This week’s newsletter suggests helping test a Bitcoin Core maintenance release candidate, provides a link to a modern block explorer whose code has been open sourced, and briefly describes a suggestion for signature hashes to optionally cover transaction size. Notable code changes made in the past week to popular infrastructure projects are also described.

Action items

  • Help test Bitcoin Core 0.17.1RC1: the first release candidate for this maintenance release has been uploaded. Testing by businesses and individual users of both the daemon and the GUI is greatly appreciated and helps ensure the highest-quality release.

News

  • Modern block explorer open sourced: after recently announcing a new block explorer website, Blockstream has announced the open source release of both its backend and frontend code. The code supports Bitcoin mainnet, Bitcoin testnet, and the Liquid sidechain.

    Although block explorers have been a mainstay of Bitcoin web applications since 2010, we do note that the method used by block explorers of maintaining multiple indexes over all block chain data inherently has a poor scalability characteristic—their cost increases over time as the block chain grows—and so it is generally inadvisable to build software or services that depend upon your own block explorer. Trusting someone else’s block explorer (which is a common cost-cutting measure when indexing data yourself becomes too expensive) introduces third party trust into Bitcoin software, increases centralization, and decreases privacy. If at all possible, it is preferable to build software and services in a way that doesn’t require the types of fast and arbitrary searches that block explorers make convenient.

    That said, the new open source explorer appears to be quite efficient compared to earlier open source alternatives such as BitPay Insight. It also includes modern features (such as bech32 address support) and a very nice default theme.

  • Sighash options for covering transaction weight: as part of the signature hashes discussion described in the News section of newsletter #23, Russell O’Connor has proposed that there should be an opt-in ability for transaction signatures to commit to the weight (size) of the transaction. This mitigates a perceived problem with some advanced scripts where it might be possible for a counterparty or third party to add extra data to a transaction, lowering its feerate and likely making it take longer to confirm.

Notable code changes

Notable code changes this week in Bitcoin Core, LND, C-lightning, and libsecp256k1.

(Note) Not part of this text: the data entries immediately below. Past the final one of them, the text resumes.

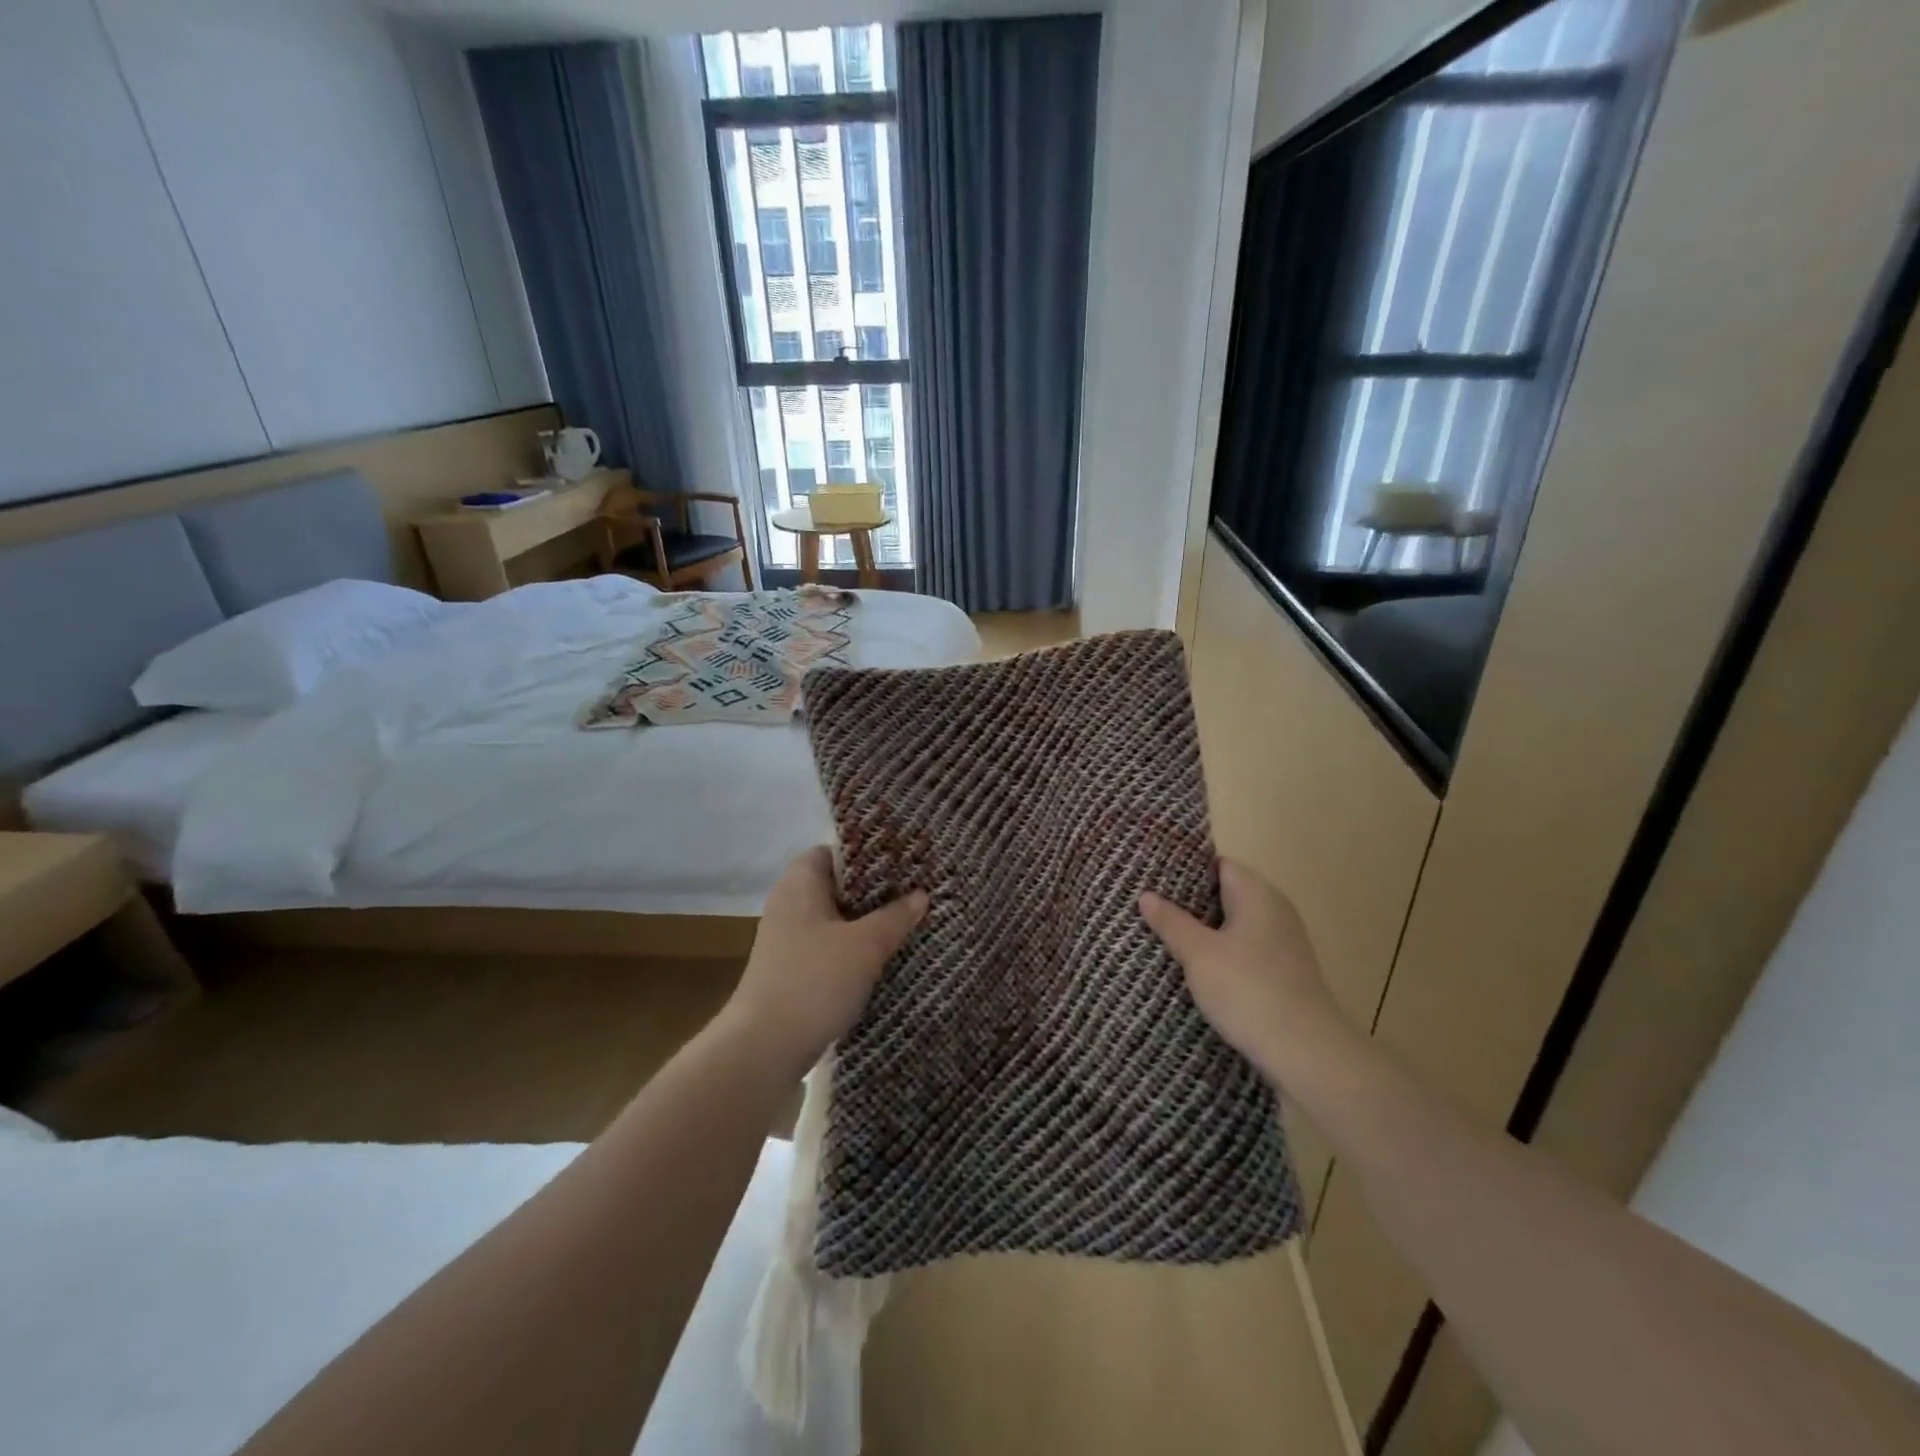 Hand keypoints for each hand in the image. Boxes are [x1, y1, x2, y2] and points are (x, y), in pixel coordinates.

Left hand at [723, 846, 927, 1075]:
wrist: (764, 1049)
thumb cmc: (814, 981)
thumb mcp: (865, 945)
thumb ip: (895, 916)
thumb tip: (921, 894)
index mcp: (800, 883)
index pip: (834, 850)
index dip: (868, 853)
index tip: (904, 861)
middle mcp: (790, 904)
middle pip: (838, 885)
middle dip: (875, 890)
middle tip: (916, 891)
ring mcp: (789, 939)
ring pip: (836, 918)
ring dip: (868, 921)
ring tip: (909, 921)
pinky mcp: (793, 970)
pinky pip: (830, 945)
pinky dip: (855, 947)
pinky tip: (884, 957)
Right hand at [1140, 859, 1355, 1087]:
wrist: (1306, 1054)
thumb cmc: (1248, 991)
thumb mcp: (1199, 954)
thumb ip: (1172, 921)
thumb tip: (1147, 895)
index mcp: (1258, 895)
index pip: (1218, 865)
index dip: (1184, 870)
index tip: (1151, 879)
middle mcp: (1274, 912)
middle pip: (1225, 895)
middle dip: (1188, 903)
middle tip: (1148, 909)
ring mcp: (1282, 944)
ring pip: (1232, 926)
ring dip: (1202, 932)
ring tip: (1162, 938)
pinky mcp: (1282, 973)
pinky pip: (1242, 951)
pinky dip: (1219, 954)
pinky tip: (1193, 969)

  • LND #2007 adds a new MaxBackoff configuration option that allows changing the longest amount of time the node will wait before giving up attempting to reconnect one of its persistent peers. The same current exponential backoff algorithm will be used up until the maximum is reached.

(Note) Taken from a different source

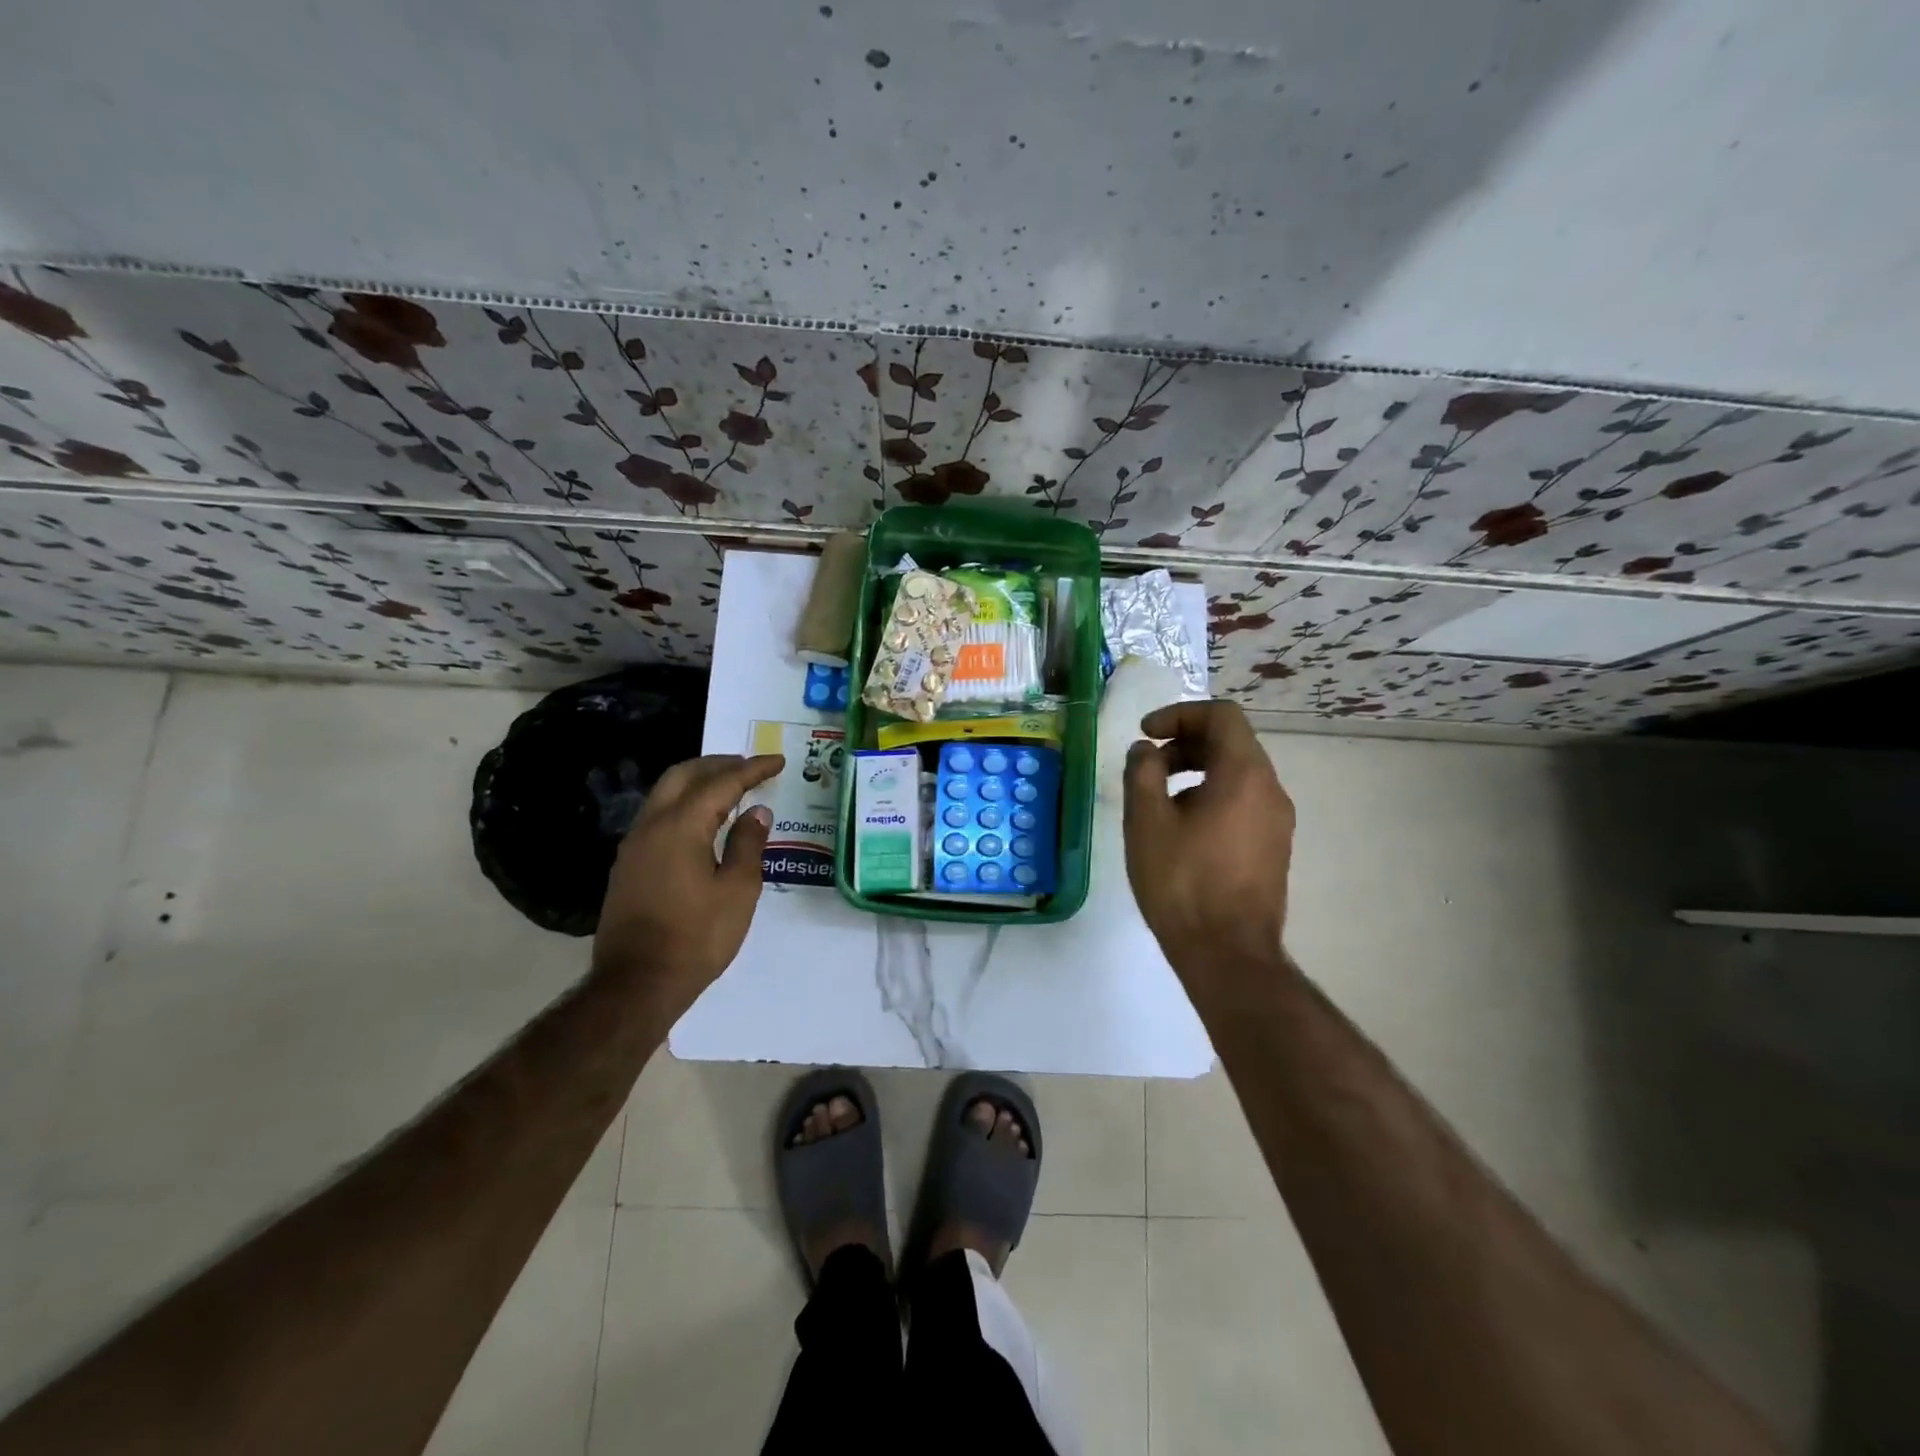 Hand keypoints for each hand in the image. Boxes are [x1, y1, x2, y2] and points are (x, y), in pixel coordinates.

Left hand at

  • LND #2006 makes it easier to use the autopilot recommendation engine with alternative recommendation engines. The current method simply returns a list of peers with whom it is recommended to open new channels. The new method allows specifying what data to consider and returns a list of nodes scored by the algorithm (higher scores being better). Alternative recommendation engines can return their own scored recommendations, and the user (or their software) can decide how to aggregate or otherwise use the scores to actually decide which nodes should receive channel open attempts.

  • C-Lightning #2123 adds a new check RPC that checks whether an RPC call uses valid parameters without running the call.

  • C-Lightning #2127 adds a new --plugin-dir configuration option that will load plugins in the indicated directory. The parameter may be passed multiple times for different directories. A --plugin option also allows loading individual plugins.

  • C-Lightning #2121 allows plugins to add new JSON-RPC methods. To the user, these will look no different than the built-in methods, including appearing in the list of supported methods returned by the help RPC.

  • C-Lightning #2147 adds a new announce parameter to the fundchannel RPC that allows marking the channel as private, meaning it won’t be publicly announced to the network. The default is for channels to be public.